WHAT YOU HAVE TO DO:
Write out, word for word and with no pictures, each line below from the one containing "index tip: (671, 809)" through the one containing "ring tip: (412, 327)", both included, and no other line.

[Keypoint text descriptions]
◆ ◆ ◆
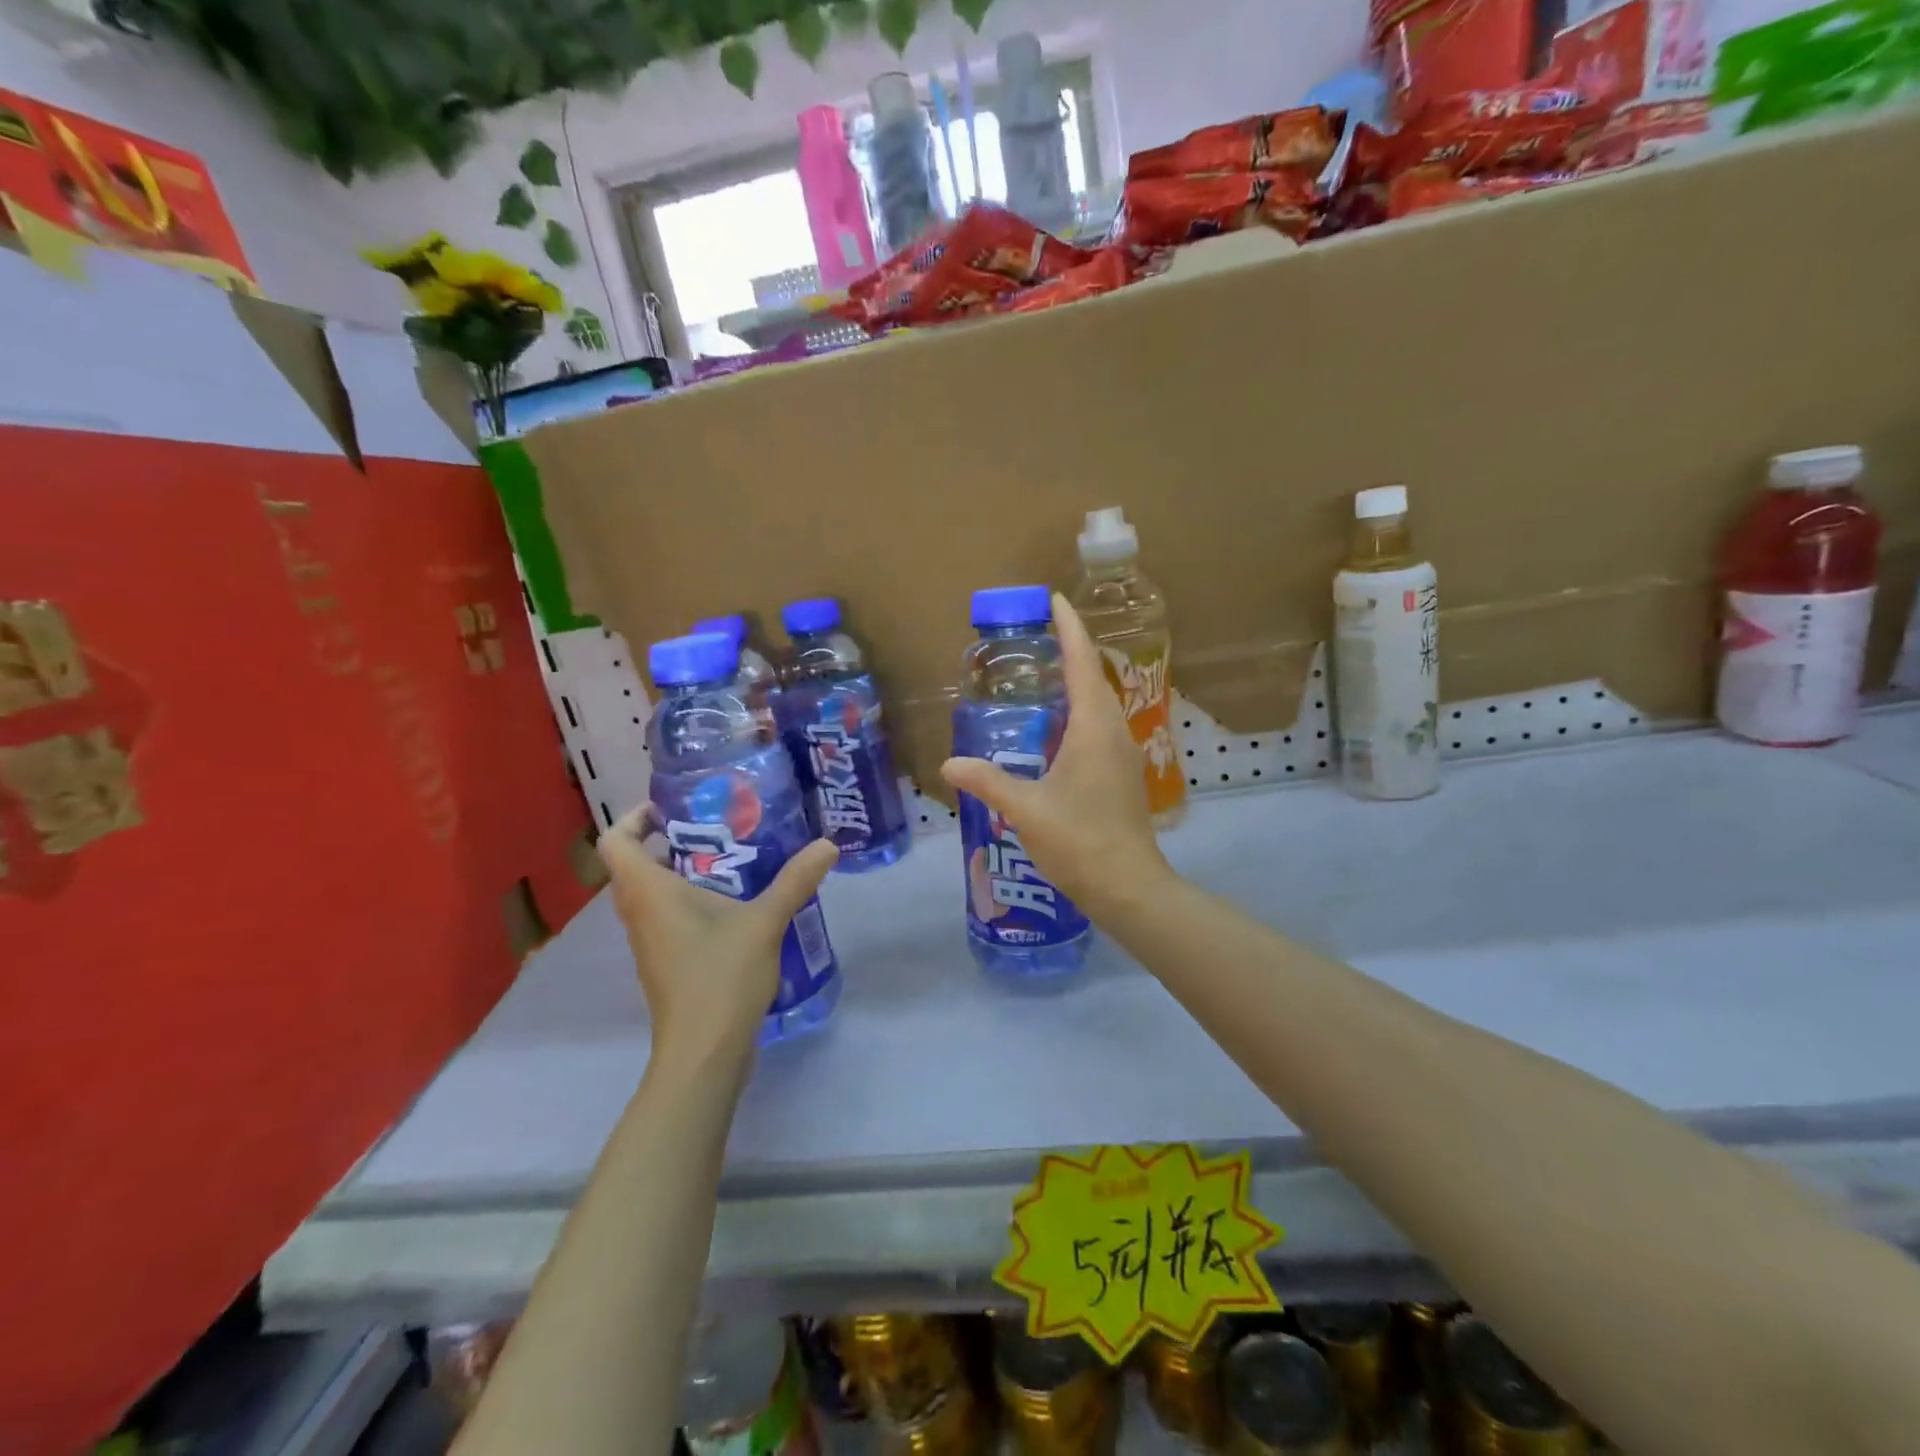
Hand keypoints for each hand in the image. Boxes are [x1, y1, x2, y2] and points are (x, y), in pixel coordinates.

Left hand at [599, 809, 837, 1061]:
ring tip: (729, 861)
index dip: (635, 818)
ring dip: (679, 873)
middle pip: (633, 865)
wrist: (703, 1052)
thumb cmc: (720, 976)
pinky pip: (665, 918)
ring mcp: (649, 942)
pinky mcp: (664, 963)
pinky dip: (688, 902)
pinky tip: (733, 906)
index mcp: (648, 892)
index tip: (671, 809)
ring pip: (650, 894)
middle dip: (667, 842)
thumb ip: (795, 880)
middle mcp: (639, 913)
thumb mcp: (764, 921)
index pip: (616, 841)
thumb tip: (828, 845)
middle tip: (712, 829)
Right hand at [940, 593, 1172, 920]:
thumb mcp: (1025, 809)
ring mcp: (1123, 753)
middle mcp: (1114, 731)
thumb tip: (949, 764)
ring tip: (1046, 673)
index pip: (1082, 662)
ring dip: (1077, 681)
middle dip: (1071, 649)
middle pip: (1094, 676)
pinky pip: (1100, 725)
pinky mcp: (1123, 773)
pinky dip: (1080, 710)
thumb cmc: (1079, 841)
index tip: (1056, 599)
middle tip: (1041, 634)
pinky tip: (1058, 728)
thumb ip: (987, 782)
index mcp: (1093, 728)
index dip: (1069, 628)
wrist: (1129, 887)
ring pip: (1100, 702)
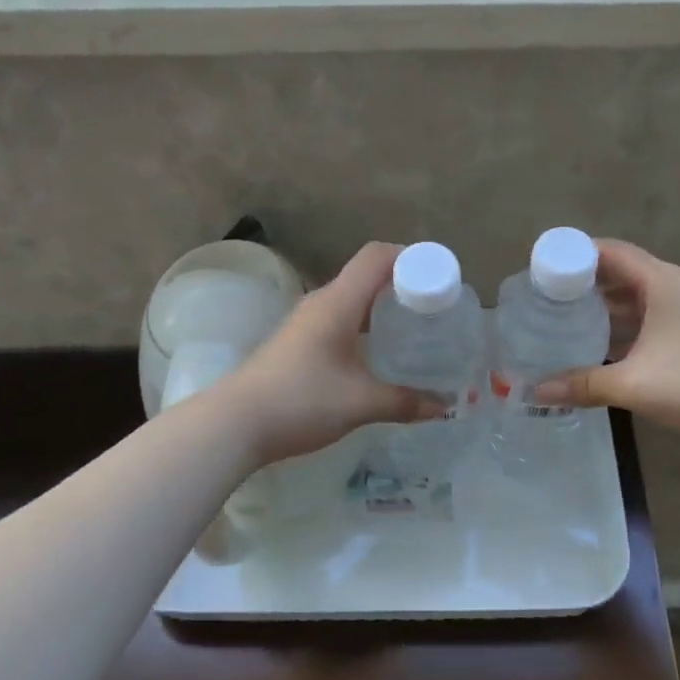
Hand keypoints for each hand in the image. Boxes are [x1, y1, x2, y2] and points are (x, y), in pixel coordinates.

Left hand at [220, 242, 443, 465]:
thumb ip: (405, 402)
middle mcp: (322, 303)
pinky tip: (376, 351)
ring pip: (352, 298)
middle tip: (434, 306)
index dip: (410, 257)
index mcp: (338, 302)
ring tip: (412, 327)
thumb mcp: (360, 403)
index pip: (377, 256)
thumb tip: (444, 407)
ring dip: (382, 305)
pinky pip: (339, 318)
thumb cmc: (301, 401)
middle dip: (402, 283)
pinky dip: (364, 323)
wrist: (235, 423)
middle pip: (366, 274)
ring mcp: (306, 322)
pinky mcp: (297, 342)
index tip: (439, 276)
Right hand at [533, 240, 679, 441]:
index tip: (542, 267)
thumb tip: (536, 392)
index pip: (609, 251)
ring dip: (600, 305)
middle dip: (582, 282)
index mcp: (659, 282)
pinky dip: (618, 324)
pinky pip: (643, 316)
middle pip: (618, 272)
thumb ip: (583, 384)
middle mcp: (670, 287)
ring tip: (562, 318)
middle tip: (544, 295)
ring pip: (631, 297)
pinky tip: (595, 344)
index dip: (575, 254)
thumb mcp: (633, 383)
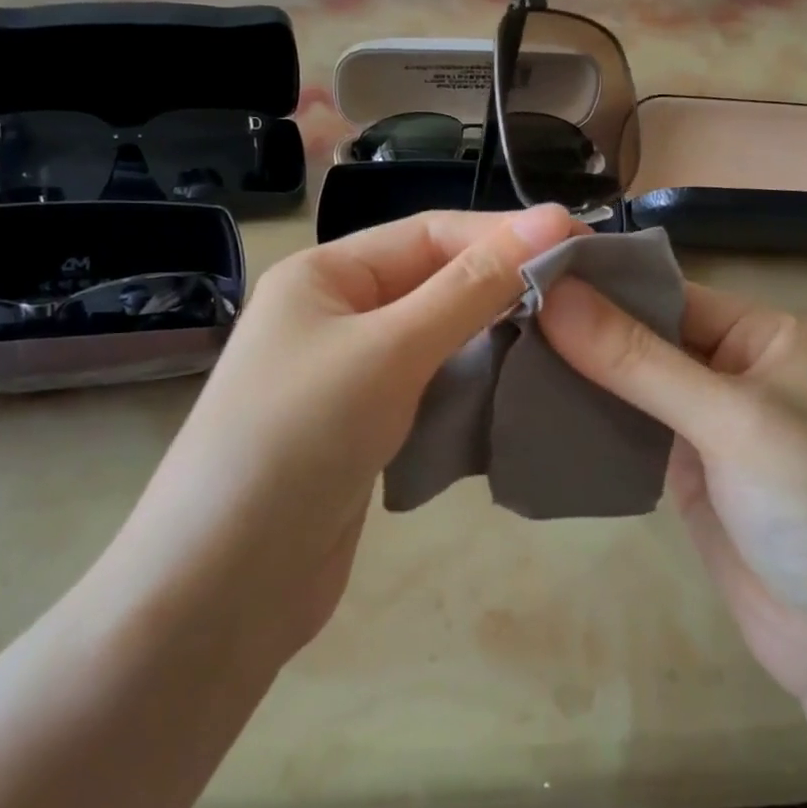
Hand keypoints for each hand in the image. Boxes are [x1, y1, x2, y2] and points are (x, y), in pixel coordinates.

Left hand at [104, 206, 581, 664]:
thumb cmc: (299, 439)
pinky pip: (430, 387)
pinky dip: (472, 384)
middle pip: (434, 282)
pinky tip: (518, 388)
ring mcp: (348, 375)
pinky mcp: (365, 429)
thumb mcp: (390, 350)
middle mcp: (335, 315)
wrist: (222, 587)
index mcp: (325, 275)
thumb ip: (472, 288)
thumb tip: (552, 220)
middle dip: (503, 286)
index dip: (504, 234)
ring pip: (438, 338)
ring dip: (493, 336)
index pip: (429, 234)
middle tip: (584, 296)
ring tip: (566, 338)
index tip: (581, 244)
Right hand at [538, 280, 806, 706]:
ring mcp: (706, 422)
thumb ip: (638, 360)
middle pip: (642, 334)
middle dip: (578, 330)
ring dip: (576, 373)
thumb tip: (552, 294)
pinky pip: (627, 428)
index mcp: (762, 334)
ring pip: (628, 382)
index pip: (665, 291)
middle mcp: (732, 368)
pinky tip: (532, 407)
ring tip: (500, 355)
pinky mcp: (684, 470)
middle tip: (494, 317)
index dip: (598, 285)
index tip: (520, 276)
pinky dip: (587, 418)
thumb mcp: (731, 421)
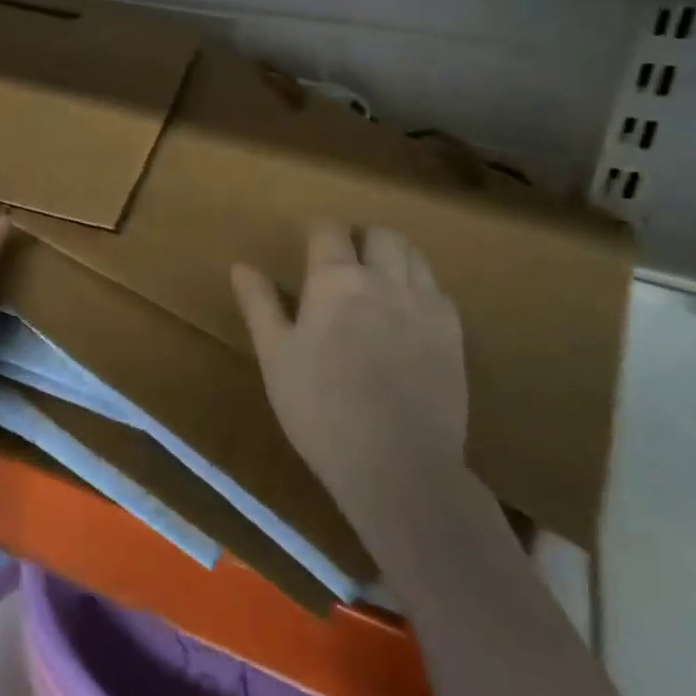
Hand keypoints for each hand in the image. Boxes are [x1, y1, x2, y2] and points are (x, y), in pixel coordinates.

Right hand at [231, 224, 469, 547]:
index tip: (309, 247)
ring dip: (394, 257)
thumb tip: (241, 266)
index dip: (318, 233)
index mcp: (336, 280)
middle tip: (346, 266)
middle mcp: (385, 279)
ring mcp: (426, 303)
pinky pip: (438, 289)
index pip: (329, 230)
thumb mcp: (276, 357)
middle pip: (381, 233)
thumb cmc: (321, 409)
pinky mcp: (454, 332)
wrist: (398, 464)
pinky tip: (408, 317)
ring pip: (414, 255)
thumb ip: (260, 305)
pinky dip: (421, 289)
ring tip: (378, 285)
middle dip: (362, 240)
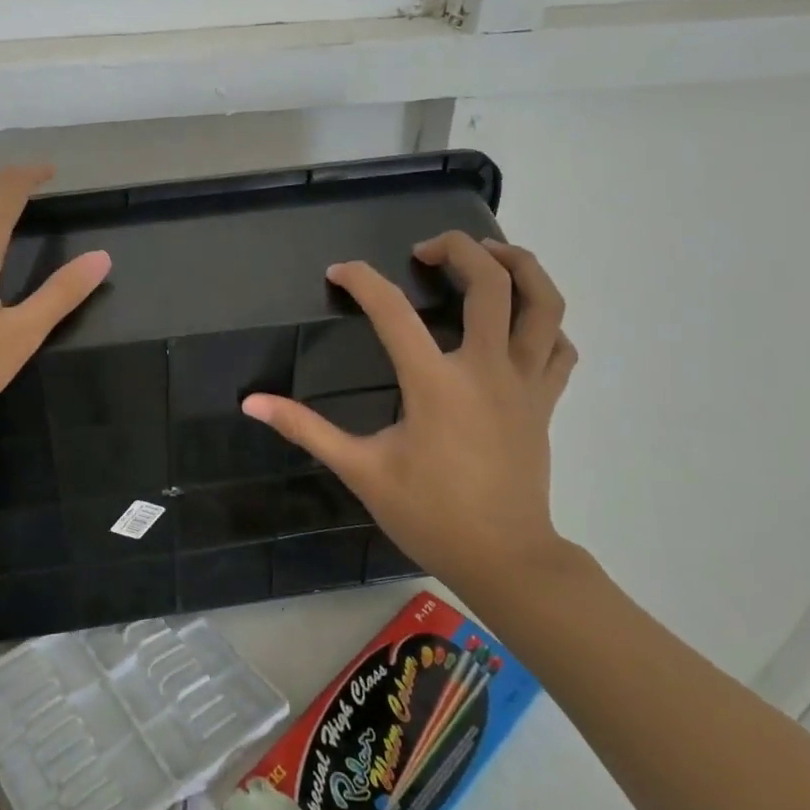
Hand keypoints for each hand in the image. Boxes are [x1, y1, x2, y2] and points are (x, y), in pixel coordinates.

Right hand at [242, 233, 577, 599]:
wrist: (506, 560)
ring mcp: (525, 383)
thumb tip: (252, 402)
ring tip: (488, 254)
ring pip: (543, 303)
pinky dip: (543, 321)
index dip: (361, 281)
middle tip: (424, 250)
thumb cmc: (430, 514)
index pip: (393, 310)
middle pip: (490, 283)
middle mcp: (486, 369)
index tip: (338, 273)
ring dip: (518, 266)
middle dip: (458, 249)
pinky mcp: (545, 401)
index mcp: (435, 383)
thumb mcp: (360, 470)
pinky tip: (518, 320)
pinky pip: (558, 346)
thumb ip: (305, 429)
◆ ◆ ◆
SOLVED PROBLEM:
index tip: (671, 809)
ring pip: (650, 894)
middle dip: (667, 842)
thumb ip: (795, 880)
middle mcp: (639, 913)
thumb mcp: (764, 921)
index pip: (616, 841)
thumb tip: (828, 845)
middle tip: (712, 829)
Right hand at [940, 593, 1172, 920]:
thumb mcp: (1025, 809)
ring mcp: (1123, 753)
middle mcp: (1114, 731)
thumb tip: (949, 764)
ring tip: (1046, 673)
index pip: (1082, 662)
ring dip: (1077, 681)
middle dip: (1071, 649)
middle pip: (1094, 676)
pinky pip: (1100, 725)
pinky mcp: (1123, 773)
pinky dip: (1080, 710)
thumb cmc: (1079, 841)
index tip: (1056, 599)
middle tip: (1041, 634)
pinky tip: (1058, 728)
thumb ip: (987, 782)
index mcp: (1093, 728)
index dip: (1069, 628)
wrist: (1129, 887)
ring pip: (1100, 702)
Hand keypoints for each hand in the image. Boxes are [x1, y1, x2, y2] and points are (x, y), in pixel coordinates.

Left hand at [220, 242, 443, 465]:
thumb ip: (405, 402)
middle mcp: (322, 303)
pinky tip: (376, 351)
ring pip: (352, 298)
middle tip: (434, 306)
index dip: (410, 257)
index mcp: (338, 302)
ring tip: (412, 327)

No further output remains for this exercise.